Go through the material and pull out every line with the string "name" in it.

*Material for the task*.
______________________________

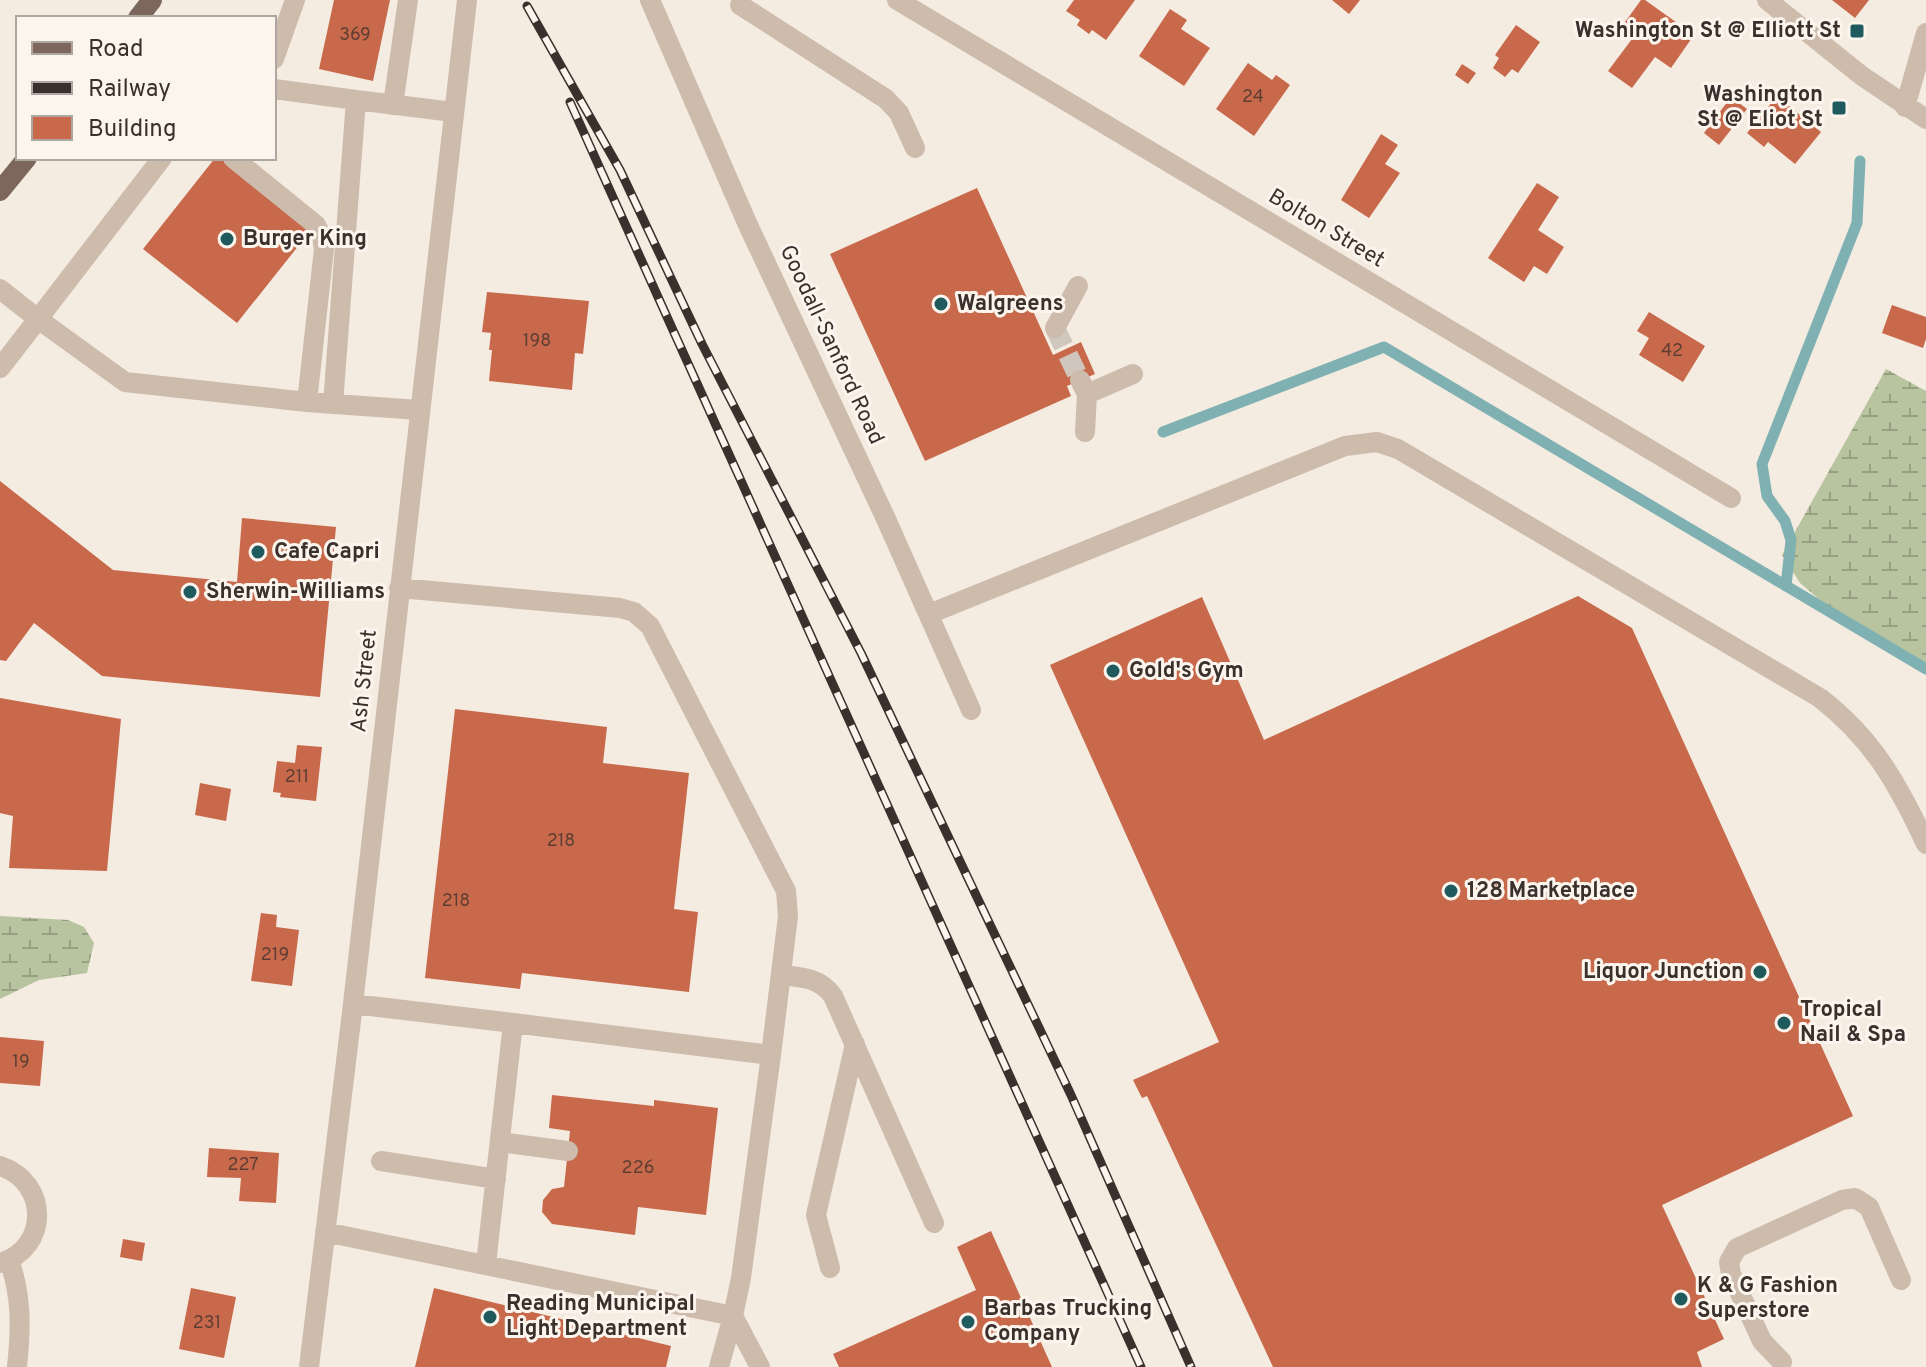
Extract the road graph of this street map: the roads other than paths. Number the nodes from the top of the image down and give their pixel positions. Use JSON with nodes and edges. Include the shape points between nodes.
{"nodes":[{"id":1,"x":295,"y":0,"type":"edge"},
{"id":2,"x":408,"y":0,"type":"edge"},
{"id":3,"x":467,"y":0,"type":"edge"},
{"id":4,"x":650,"y":0,"type":"edge"},
{"id":5,"x":897,"y":0,"type":"edge"},
{"id":6,"x":1767,"y":0,"type":"edge"},
{"id":7,"x":740,"y":5,"type":"dead end"},
{"id":8,"x":1926,"y":33,"type":"edge"},
{"id":9,"x":276,"y":53,"type":"edge"},
{"id":10,"x":276,"y":89,"type":"edge"},
{"id":11,"x":356,"y":100,"type":"junction"},
{"id":12,"x":393,"y":105,"type":"junction"},
{"id":13,"x":1905,"y":107,"type":"junction"},
{"id":14,"x":453,"y":112,"type":"junction"},
{"id":15,"x":1926,"y":119,"type":"edge"},
{"id":16,"x":915,"y":148,"type":"dead end"},
{"id":17,"x":25,"y":160,"type":"edge"},
{"id":18,"x":160,"y":160,"type":"edge"},
{"id":19,"x":235,"y":160,"type":"edge"},
{"id":20,"x":0,"y":191,"type":"edge"},
{"id":21,"x":1078,"y":286,"type":"dead end"},
{"id":22,"x":0,"y":289,"type":"edge"},
{"id":23,"x":38,"y":319,"type":"junction"},
{"id":24,"x":1055,"y":328,"type":"dead end"},
{"id":25,"x":0,"y":368,"type":"edge"},
{"id":26,"x":1133,"y":374,"type":"dead end"},
{"id":27,"x":307,"y":402,"type":"junction"},
{"id":28,"x":333,"y":404,"type":"junction"},
{"id":29,"x":419,"y":410,"type":"junction"},
{"id":30,"x":1085,"y":432,"type":"dead end"},
{"id":31,"x":1731,"y":498,"type":"dead end"},
{"id":32,"x":399,"y":588,"type":"junction"},
{"id":33,"x":929,"y":614,"type":"junction"},
{"id":34,"x":971,"y":710,"type":"dead end"},
{"id":35,"x":1926,"y":844,"type":"edge"},
{"id":36,"x":781,"y":975,"type":"junction"},
{"id":37,"x":353,"y":1004,"type":"junction"},
{"id":38,"x":513,"y":1023,"type":"junction"},
{"id":39,"x":855,"y":1044,"type":"junction"},
{"id":40,"x":771,"y":1055,"type":"junction"},
{"id":41,"x":500,"y":1142,"type":"junction"},
{"id":42,"x":568,"y":1151,"type":"dead end"},
{"id":43,"x":381,"y":1161,"type":"dead end"},
{"id":44,"x":0,"y":1166,"type":"edge"},
{"id":45,"x":496,"y":1179,"type":"junction"},
{"id":46,"x":934,"y":1223,"type":"dead end"},
{"id":47,"x":325,"y":1232,"type":"junction"},
{"id":48,"x":4,"y":1262,"type":"edge"},
{"id":49,"x":486,"y":1264,"type":"junction"},
{"id":50,"x":830,"y":1268,"type":"dead end"},
{"id":51,"x":1901,"y":1280,"type":"dead end"},
{"id":52,"x":733,"y":1316,"type":"junction"},
{"id":53,"x":1782,"y":1362,"type":"dead end"},
{"id":54,"x":17,"y":1367,"type":"edge"},
{"id":55,"x":309,"y":1367,"type":"edge"},
{"id":56,"x":719,"y":1367,"type":"edge"},
{"id":57,"x":760,"y":1367,"type":"edge"}],
"edges":[{"from":1,"to":9,"type":"street"},
{"from":2,"to":12,"type":"street"},
{"from":3,"to":14,"type":"street","name":"Ash Street"},
{"from":4,"to":33,"type":"street","name":"Goodall-Sanford Road"},
{"from":5,"to":31,"type":"street","name":"Bolton Street"},
{"from":6,"to":13,"type":"street"},
{"from":7,"to":16,"type":"street","via":[[886,99],[899,113]]},
{"from":8,"to":13,"type":"street"},
{"from":10,"to":11,"type":"street"},
{"from":11,"to":12,"type":"street"},
{"from":11,"to":28,"type":"street"},
{"from":12,"to":14,"type":"street"},
{"from":13,"to":15,"type":"street"},
{"from":14,"to":29,"type":"street","name":"Ash Street"},
{"from":17,"to":20,"type":"main road"},
{"from":18,"to":23,"type":"street"},
{"from":19,"to":27,"type":"street","via":[[316,225],[322,237]]},
{"from":21,"to":24,"type":"street"},
{"from":22,"to":23,"type":"street"},
{"from":23,"to":25,"type":"street"},
{"from":23,"to":27,"type":"street","via":[[125,382]]},
{"from":26,"to":30,"type":"street","via":[[1084,387]]},
{"from":27,"to":28,"type":"street"},
{"from":28,"to":29,"type":"street"},
{"from":29,"to":32,"type":"street","name":"Ash Street"},
{"from":32,"to":36,"type":"street","via":[[620,608],[645,620],[784,886],[788,910]]},
{"from":32,"to":37,"type":"street","name":"Ash Street"},
{"from":33,"to":34,"type":"street","name":"Goodall-Sanford Road"},
{"from":33,"to":35,"type":"street","via":[[1345,446],[1377,442],[1398,449],[1820,698],[1883,762]]},
{"from":36,"to":39,"type":"street","via":[[815,980],[827,988]]},
{"from":36,"to":40,"type":"street"},
{"from":37,"to":38,"type":"street"},
{"from":37,"to":47,"type":"street","name":"Ash Street"},
{"from":38,"to":40,"type":"street"},
{"from":38,"to":41,"type":"street"},
{"from":39,"to":46,"type":"street"},
{"from":39,"to":50,"type":"street","via":[[816,1215]]},
{"from":40,"to":52,"type":"street"},
{"from":41,"to":42,"type":"street"},
{"from":41,"to":45,"type":"street"},
{"from":43,"to":45,"type":"street"},
{"from":44,"to":48,"type":"street","via":[[23,1179],[38,1207],[32,1239]]},
{"from":45,"to":49,"type":"street"},
{"from":47,"to":49,"type":"street"},
{"from":47,"to":55,"type":"street","name":"Ash Street"},
{"from":48,"to":54,"type":"street","via":[[17,1282],[20,1302]]},
{"from":49,"to":52,"type":"street"},
{"from":51,"to":53,"type":"street","via":[[1869,1207],[1855,1198],[1737,1248],[1729,1270],[1762,1341]]},
{"from":52,"to":56,"type":"street"},
{"from":52,"to":57,"type":"street"}]}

______________________________

*Your solution*.
{"from":3,"to":14,"type":"street","name":"Ash Street"},
{"from":4,"to":33,"type":"street","name":"Goodall-Sanford Road"},
{"from":5,"to":31,"type":"street","name":"Bolton Street"},
{"from":14,"to":29,"type":"street","name":"Ash Street"},
{"from":29,"to":32,"type":"street","name":"Ash Street"},
{"from":32,"to":37,"type":"street","name":"Ash Street"},
{"from":33,"to":34,"type":"street","name":"Goodall-Sanford Road"},
{"from":37,"to":47,"type":"street","name":"Ash Street"},
{"from":47,"to":55,"type":"street","name":"Ash Street"},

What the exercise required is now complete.